SUBJECT: Songs of Salvation #4: The Gloria

Here's something you may not know about the Garden of Eden: It was not only a garden, it was also a Temple, the place where Heaven and Earth met, and where God and His Image Bearer walked together in the cool of the day.

When Adam and Eve ate the forbidden fruit, they were barred from the Temple, and I'm of the opinion that it went up to Heaven, tucked away in God's world until its time to come to earth again. Whether my theory is true or not, one thing is sure: the harmony between Heaven and Earth was disrupted. Adam, Eve, and their offspring became the enemies of God and God became their Judge, meting out the punishment they had coming.

This state of affairs lasted a very long time; for centuries there was little or no interaction with Heaven. Oh, Nimrod tried to remake the connection, but doing it on his own proud and self-willed terms led the tragedy that was Babel. He not only failed to restore the harmony between Heaven and Earth, but lost what harmony there was on Earth, as God confounded the languages of men, driving them away from each other, and turning the world into a scattering of armed, suspicious, and hostile camps.

In His justice, God might have let history continue in its downward spiral, but, in His mercy, He chose not to. When the Tower that was meant to reach up to Heaven was abandoned, God came down to Earth, choosing Abraham to be His heir and special servant, promising him a son--

In whom all the families of the earth would be blessed.

Abraham was not worthy of this honor, but it was conferred on him anyway; sovereignly, God chose to bless and use him and his family to bring Heaven and Earth together once again. In response to the Covenant, Abraham built God an altar, and there, however fleetingly, he and the Lord met. Abraham was a wealthy man, and I suppose he could have funded a fine Temple for the Lord, but this is not what He wanted, not yet.

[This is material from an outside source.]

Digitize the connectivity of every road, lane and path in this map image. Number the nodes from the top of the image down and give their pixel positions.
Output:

Five hundred years later, though, God commissioned a Temple, showing Moses the plans and entrusting the work to Israel under the supervision of two gifted artisans, Bezaleel and Aholiab. Because the built the Temple for a people in the wilderness, it had to be mobile, and that means it had to be a tent, what the Bible calls The Tabernacle.

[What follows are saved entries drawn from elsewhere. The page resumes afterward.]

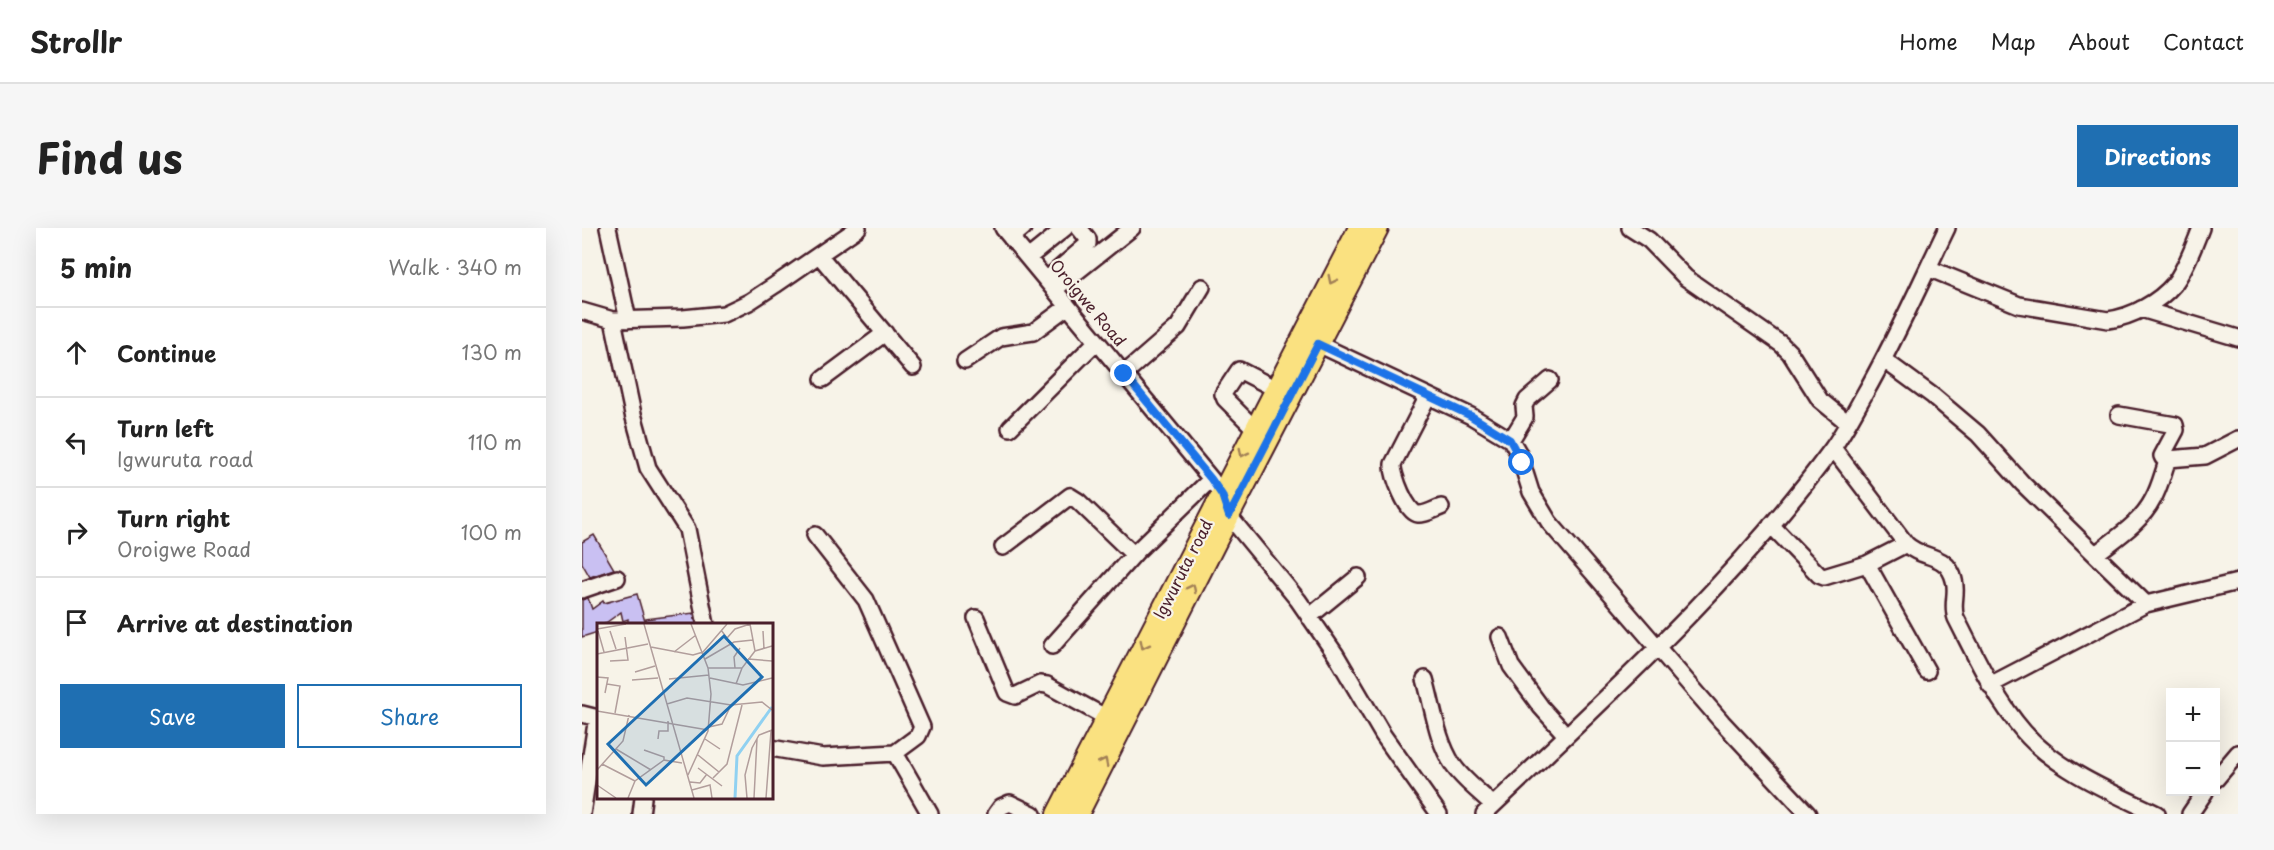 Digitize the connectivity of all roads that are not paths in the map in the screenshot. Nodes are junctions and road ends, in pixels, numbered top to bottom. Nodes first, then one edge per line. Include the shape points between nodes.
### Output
1 (608, 228) edge
2 (858, 228) edge
3 (1065, 228) edge
4 (1079, 228) edge
5 (1132, 228) edge
6 (1359, 228) edge
7 (1378, 228) edge
8 (1630, 228) edge
9 (1947, 228) edge
10 (2201, 228) edge
11 (1012, 231) edge
12 (1047, 243) junction
13 (819, 255) junction
14 (1028, 258) junction
15 (1064, 265) junction
16 (1928, 268) junction
17 (1050, 285) junction
18 (1202, 287) dead end
19 (1067, 307) junction
20 (2141, 309) junction
21 (582, 311) edge
22 (621, 320) junction
23 (885, 333) junction
24 (2238, 338) edge
25 (1096, 342) junction
26 (1318, 344) junction
27 (1884, 360) junction
28 (965, 361) dead end
29 (913, 367) dead end
30 (1124, 374) junction
31 (823, 379) dead end
32 (1550, 380) dead end
33 (1276, 389) junction
34 (1428, 396) junction
35 (2119, 416) dead end
36 (1848, 423) junction
37 (1010, 428) dead end
38 (1255, 429) junction
39 (2238, 439) edge
40 (1510, 440) junction
41 (1833, 448) junction
42 (2168, 459) junction
43 (1216, 487) junction
44 (1441, 507) dead end
45 (1229, 516) junction
46 (1771, 525) junction
47 (815, 535) dead end
48 (1906, 544) junction
49 (1003, 547) dead end
50 (1136, 552) junction
51 (2096, 554) junction
52 (1867, 564) junction
53 (1358, 577) dead end
54 (617, 578) dead end
55 (2238, 582) edge
56 (582, 590) edge
57 (2146, 604) junction
58 (1310, 617) junction
59 (976, 618) dead end
60 (705, 623) edge
61 (1500, 638) dead end
62 (1052, 646) dead end
63 (1658, 646) junction
64 (1927, 671) dead end
65 (1425, 679) dead end
66 (1990, 685) junction
67 (593, 716) edge
68 (1107, 718) junction
69 (1566, 735) junction
70 (772, 748) edge
71 (895, 753) junction
72 (2238, 753) edge
73 (2220, 774) edge
74 (2202, 796) edge
75 (643, 799) edge
76 (1489, 810) edge
77 (1804, 813) edge
78 (582, 814) edge
79 (640, 814) edge
80 (930, 814) edge
81 (996, 814) edge
82 (1033, 814) edge
83 (1057, 814) edge
84 (1078, 814) edge
85 (1439, 814) edge
86 (2157, 814) edge
87 (2190, 814) edge

1 - 22 street
2 - 13 street
3 - 12 street
4 - 15 street via 1088,244
5 - 17 street
6 -> 33 main road, Igwuruta road
7 - 26 main road, Igwuruta road
8 - 36 street via 1649,240 1686,279 1781,344 1820,400
9 - 16 street
10 - 20 street via 2175,282
11 - 14 street, Oroigwe Road
12 - 14 street
12 - 15 street
13 - 22 street via 724,314
13 - 23 street
14 - 17 street, Oroigwe Road
15 - 17 street
16 - 20 street via 1997,297 2045,311 2103,321 2120,319
16 - 27 street
17 - 19 street, Oroigwe Road
18 - 30 street via 1178,327
19 - 25 street, Oroigwe Road
19 - 28 street via 1033,332 1001,337
20 - 24 street
21 - 22 street
22 - 60 street via 633,414 648,468 687,529
23 - 29 street
23 - 31 street
25 - 30 street, Oroigwe Road
25 - 37 street
26 - 34 street
26 - 45 main road, Igwuruta road
27 - 36 street
27 - 51 street via 1978,434
30 - 43 street, Oroigwe Road
32 - 40 street via 1527,400 1525,417
33 - 38 main road, Igwuruta road
33 - 38 street via 1239,370 1223,394
34 - 40 street
34 - 44 street via 1392,472 1410,511 1423,514
35 - 42 street via 2175,425 2162,456
36 - 41 street
38 -> 43 main road, Igwuruta road
39 - 42 street via 2205,456
40 - 63 street via 1519,454 1531,492 1549,522
41 - 46 street
41 - 48 street
42 - 51 street via 2146,510
43 - 45 street, Oroigwe Road
43 - 50 street
43 -> 68 main road, Igwuruta road
45 - 58 street
84 -> 45 main road, Igwuruta road
46 - 52 street via 1824,577
46 - 63 street
47 - 71 street via 866,600 922,727 918,736
48 - 52 street
48 - 66 street via 1941,561 1950,570 1955,581 1954,613
49 - 50 street via 1070,496 1131,552
50 - 62 street
51 - 57 street
52 - 64 street
53 - 58 street
54 - 56 street
55 - 57 street
57 - 66 street
58 - 85 street via 1383,735
59 - 68 street via 1007,693 1015,696 1040,684 1047,685
61 - 69 street via 1511,666
63 - 69 street
63 - 77 street
65 - 76 street via 1442,744
66 - 86 street via 2033,741 2100,788
67 - 78 street
68 - 83 main road, Igwuruta road
69 - 76 street
70 - 71 street via 823,757
71 - 80 street
72 - 73 street
74 - 87 street
75 - 79 street
81 - 82 street via 1010,803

The Tabernacle was certainly a fine place, furnished with cunning workmanship in gold mahogany, and tapestry, but the fact is, it did not compare well to the splendid Temples in other ancient capitals. But then again, it didn't have to: whatever it lacked in size and magnificence it more than made up for in Divine Resident. Other temples were filled with idols, false gods, empty delusions. Israel's Temple was filled with God, the One True God--

Creator of Heaven and Earth and all things therein, visible and invisible!

The Lord was not confined to the Temple, of course, but He was there in a special and visible way. Not that His likeness could be seen there, but His glory could be. He entered the Temple at the foot of Mount Sinai, one year after the Exodus. Moses tells us when He did so--

On the first day of the first month.

On that day, the Tabernacle was pitched for the first time, and then something happened, Exodus 4):34-35--

Then the cloud covered the tabernacle of meeting because the cloud rested above it, and the glory of the Lord filled the tabernacle. And Moses was not able to enter the tabernacle of meeting, because the cloud rested above it and the glory of the Lord filled the tabernacle.

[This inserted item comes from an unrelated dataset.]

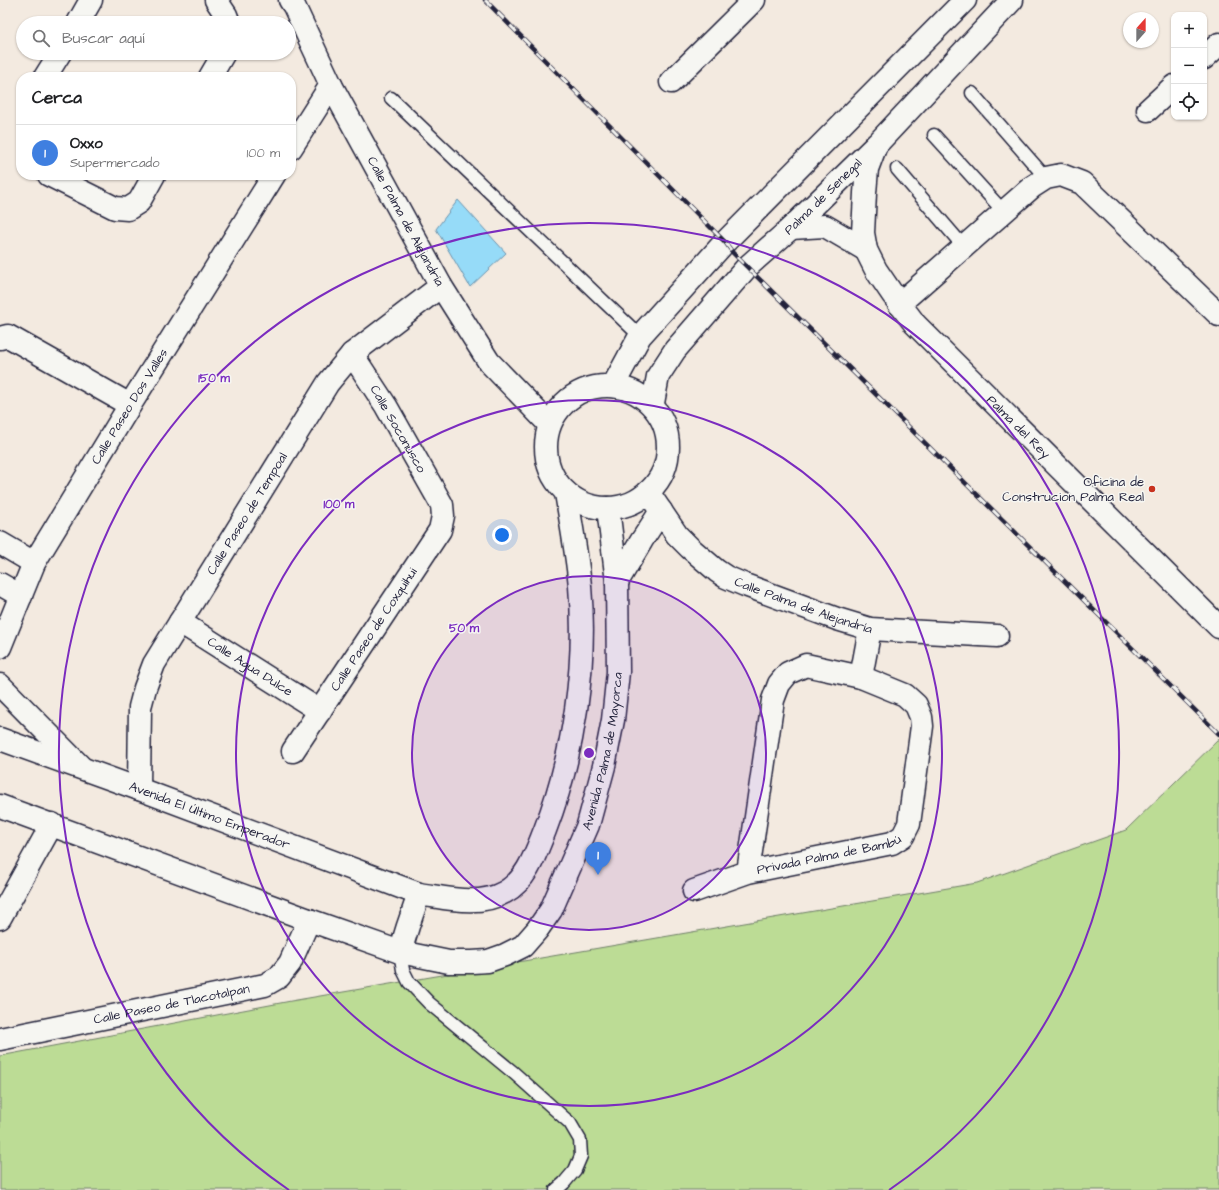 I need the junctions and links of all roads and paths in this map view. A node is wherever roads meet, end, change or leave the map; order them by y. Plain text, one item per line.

Moses' inability to enter the tabernacle is worth nothing, for he knew the Lord face to face as no other man ever had, and had, in fact, glimpsed the back parts of God, a glory so great that it caused his face to glow with the radiance of Heaven.

But the glory descending on the Temple is much greater than that: not even Moses can look on it and life. God has come down to us, Heaven and Earth have met!

Some years after Israel settled in the Promised Land, King David thought it unfitting that he lived in a palace and God only in a tent. He wanted to build a house for God as worthy of His majesty as he could, but he was told he wouldn't. That great work would be performed by his son, Solomon.

After establishing his rule, Solomon spent seven years working on the Temple, sparing no effort or expense to see that it was a fit place for the Glory of God to reside on earth.

The place was magnificent! No one who came to Jerusalem in those days was unmoved by the great Temple and the Great God who dwelt there between the cherubim. God has come down to us again! Heaven and Earth have again met.

These were pivotal events in the history of Israel, celebrated every year and remembered with deep and lasting gratitude.

But as great as these comings were, there was also something wrong with them. God had come to earth and His glory had shone from the Tabernacle and Temple, but...the glory was hidden behind walls and heavy curtains. In fact, only one man per generation saw it and he only once a year and in real haste.

Abraham's altar, and the Tabernacle and Temple of Israel were mere hints of God's coming to earth, and the restoring of man to the favor and fellowship of Heaven.

We need something more than a flash of God's glory, however sublime that may be!

This is what Luke gives us in the second Chapter of his Gospel, vv.1-20. It is made up of three parts: (1) the birth of Christ, (b) the angels celebrating of His birth, and (c) the shepherds joining the celebration.

Today, we'll focus on the angels' celebration, but please remember: what they did is far, far less important than what God did. They're partying in Heaven and Earth, but their joy is in response to God's unspeakable gift.


Luke's story is a model of unaffected simplicity. Without embellishment--without hype--he plainly tells us what happened, where and when.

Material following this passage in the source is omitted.